## Information shown:
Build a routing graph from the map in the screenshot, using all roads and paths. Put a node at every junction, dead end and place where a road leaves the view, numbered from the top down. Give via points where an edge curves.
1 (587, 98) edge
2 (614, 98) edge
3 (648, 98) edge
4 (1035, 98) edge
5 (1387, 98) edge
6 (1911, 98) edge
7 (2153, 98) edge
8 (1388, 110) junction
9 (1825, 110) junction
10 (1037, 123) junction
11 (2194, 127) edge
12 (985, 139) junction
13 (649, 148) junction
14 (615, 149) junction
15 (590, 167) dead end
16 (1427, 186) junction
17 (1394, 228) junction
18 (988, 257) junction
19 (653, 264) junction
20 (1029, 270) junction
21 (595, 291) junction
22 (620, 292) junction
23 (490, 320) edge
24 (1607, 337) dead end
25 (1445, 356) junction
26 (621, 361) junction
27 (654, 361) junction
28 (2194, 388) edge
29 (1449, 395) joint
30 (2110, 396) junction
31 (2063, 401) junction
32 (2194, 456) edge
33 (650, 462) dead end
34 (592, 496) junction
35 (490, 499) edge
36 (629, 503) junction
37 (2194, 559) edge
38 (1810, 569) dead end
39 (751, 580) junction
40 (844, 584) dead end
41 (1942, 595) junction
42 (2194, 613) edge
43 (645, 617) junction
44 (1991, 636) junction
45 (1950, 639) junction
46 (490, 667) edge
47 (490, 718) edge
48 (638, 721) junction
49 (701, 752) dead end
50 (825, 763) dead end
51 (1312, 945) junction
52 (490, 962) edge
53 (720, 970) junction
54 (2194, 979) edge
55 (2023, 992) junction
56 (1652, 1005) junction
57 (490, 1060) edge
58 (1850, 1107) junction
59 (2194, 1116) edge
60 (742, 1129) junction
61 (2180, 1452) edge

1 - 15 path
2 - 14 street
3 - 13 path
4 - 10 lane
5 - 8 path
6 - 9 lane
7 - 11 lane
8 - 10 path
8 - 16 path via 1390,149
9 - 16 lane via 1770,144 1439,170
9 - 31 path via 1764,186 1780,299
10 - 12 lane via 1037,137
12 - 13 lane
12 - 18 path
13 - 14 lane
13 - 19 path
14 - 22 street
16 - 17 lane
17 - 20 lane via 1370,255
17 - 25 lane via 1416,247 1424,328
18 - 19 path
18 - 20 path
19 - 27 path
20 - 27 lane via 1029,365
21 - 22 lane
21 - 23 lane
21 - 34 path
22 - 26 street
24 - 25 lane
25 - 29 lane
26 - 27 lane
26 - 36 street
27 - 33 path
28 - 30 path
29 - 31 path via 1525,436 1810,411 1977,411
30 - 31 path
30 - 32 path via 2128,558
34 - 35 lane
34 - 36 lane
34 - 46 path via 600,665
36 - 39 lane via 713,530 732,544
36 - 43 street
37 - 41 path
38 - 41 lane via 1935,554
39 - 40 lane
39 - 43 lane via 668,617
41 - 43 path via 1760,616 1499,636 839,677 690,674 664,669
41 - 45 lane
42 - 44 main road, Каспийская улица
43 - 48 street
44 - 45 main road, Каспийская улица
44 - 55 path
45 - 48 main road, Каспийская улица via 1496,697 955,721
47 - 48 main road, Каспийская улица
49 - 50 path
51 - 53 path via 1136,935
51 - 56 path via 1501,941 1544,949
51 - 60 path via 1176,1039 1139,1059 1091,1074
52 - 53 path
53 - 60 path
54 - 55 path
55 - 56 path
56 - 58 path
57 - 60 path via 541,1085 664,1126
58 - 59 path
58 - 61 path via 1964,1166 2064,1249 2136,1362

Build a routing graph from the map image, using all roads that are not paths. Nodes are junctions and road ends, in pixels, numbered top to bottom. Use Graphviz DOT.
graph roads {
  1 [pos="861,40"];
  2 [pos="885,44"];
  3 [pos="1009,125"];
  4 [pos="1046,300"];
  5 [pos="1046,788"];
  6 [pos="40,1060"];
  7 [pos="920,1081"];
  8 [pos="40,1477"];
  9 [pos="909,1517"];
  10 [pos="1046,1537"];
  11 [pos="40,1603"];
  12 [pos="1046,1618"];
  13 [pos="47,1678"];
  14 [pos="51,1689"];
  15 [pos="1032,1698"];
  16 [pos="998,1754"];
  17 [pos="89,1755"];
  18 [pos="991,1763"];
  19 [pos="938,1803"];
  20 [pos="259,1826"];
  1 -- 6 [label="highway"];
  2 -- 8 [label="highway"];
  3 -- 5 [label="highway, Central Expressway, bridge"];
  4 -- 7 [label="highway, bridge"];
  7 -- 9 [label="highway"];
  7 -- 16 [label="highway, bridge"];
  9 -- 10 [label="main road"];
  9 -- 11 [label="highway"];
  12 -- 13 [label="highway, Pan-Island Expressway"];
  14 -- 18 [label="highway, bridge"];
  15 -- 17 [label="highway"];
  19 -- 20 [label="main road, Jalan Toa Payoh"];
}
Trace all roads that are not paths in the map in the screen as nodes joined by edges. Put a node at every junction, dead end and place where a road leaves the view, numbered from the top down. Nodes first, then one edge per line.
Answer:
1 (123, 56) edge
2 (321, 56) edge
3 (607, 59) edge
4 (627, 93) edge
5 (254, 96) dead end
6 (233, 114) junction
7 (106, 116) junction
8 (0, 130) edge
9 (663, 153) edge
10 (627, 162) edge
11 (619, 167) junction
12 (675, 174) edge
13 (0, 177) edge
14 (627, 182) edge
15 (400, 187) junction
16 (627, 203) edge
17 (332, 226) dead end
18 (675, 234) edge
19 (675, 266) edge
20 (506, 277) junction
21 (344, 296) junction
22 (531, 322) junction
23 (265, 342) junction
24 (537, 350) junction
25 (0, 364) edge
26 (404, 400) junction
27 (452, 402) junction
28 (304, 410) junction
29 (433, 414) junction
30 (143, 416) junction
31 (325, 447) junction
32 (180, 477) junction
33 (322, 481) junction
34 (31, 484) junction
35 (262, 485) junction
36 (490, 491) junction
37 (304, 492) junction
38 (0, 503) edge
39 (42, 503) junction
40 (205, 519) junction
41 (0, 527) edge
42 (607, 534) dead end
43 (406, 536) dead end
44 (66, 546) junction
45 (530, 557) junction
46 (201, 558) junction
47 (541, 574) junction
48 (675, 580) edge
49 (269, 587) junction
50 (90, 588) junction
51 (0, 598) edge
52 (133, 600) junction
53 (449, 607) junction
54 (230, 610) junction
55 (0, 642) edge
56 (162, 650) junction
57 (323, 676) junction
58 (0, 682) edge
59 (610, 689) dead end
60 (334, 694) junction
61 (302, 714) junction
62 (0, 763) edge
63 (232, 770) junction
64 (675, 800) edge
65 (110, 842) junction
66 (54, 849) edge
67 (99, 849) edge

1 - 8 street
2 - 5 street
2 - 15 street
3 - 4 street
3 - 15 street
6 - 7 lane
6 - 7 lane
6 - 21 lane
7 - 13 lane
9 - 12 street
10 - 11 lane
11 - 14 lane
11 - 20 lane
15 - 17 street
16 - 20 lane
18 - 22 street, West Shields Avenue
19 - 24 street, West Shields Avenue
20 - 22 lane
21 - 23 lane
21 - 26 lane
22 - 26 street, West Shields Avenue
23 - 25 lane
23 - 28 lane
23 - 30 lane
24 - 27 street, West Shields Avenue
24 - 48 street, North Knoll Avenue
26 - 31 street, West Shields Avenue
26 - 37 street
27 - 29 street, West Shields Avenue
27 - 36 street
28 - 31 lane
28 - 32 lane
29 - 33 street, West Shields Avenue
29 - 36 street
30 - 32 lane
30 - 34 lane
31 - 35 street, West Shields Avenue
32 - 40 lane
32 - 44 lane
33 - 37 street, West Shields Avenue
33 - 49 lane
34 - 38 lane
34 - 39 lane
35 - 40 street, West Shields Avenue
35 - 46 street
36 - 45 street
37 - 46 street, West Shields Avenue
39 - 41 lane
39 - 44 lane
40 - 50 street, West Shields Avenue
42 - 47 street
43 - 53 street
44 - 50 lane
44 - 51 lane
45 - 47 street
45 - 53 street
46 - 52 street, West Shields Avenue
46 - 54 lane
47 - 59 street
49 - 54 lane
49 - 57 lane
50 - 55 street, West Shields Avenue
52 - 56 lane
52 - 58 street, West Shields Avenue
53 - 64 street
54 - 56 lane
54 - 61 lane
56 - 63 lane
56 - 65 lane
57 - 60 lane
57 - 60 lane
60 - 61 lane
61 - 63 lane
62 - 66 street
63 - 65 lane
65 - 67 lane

## What to work on:
Identify each line in the records above containing the word "using"; copy those lines.

## Your solution:
Build a routing graph from the map in the screenshot, using all roads and paths. Put a node at every junction, dead end and place where a road leaves the view, numbered from the top down. Give via points where an edge curves.
Build a routing graph from the map image, using all roads that are not paths. Nodes are junctions and road ends, in pixels, numbered top to bottom. Use Graphviz DOT.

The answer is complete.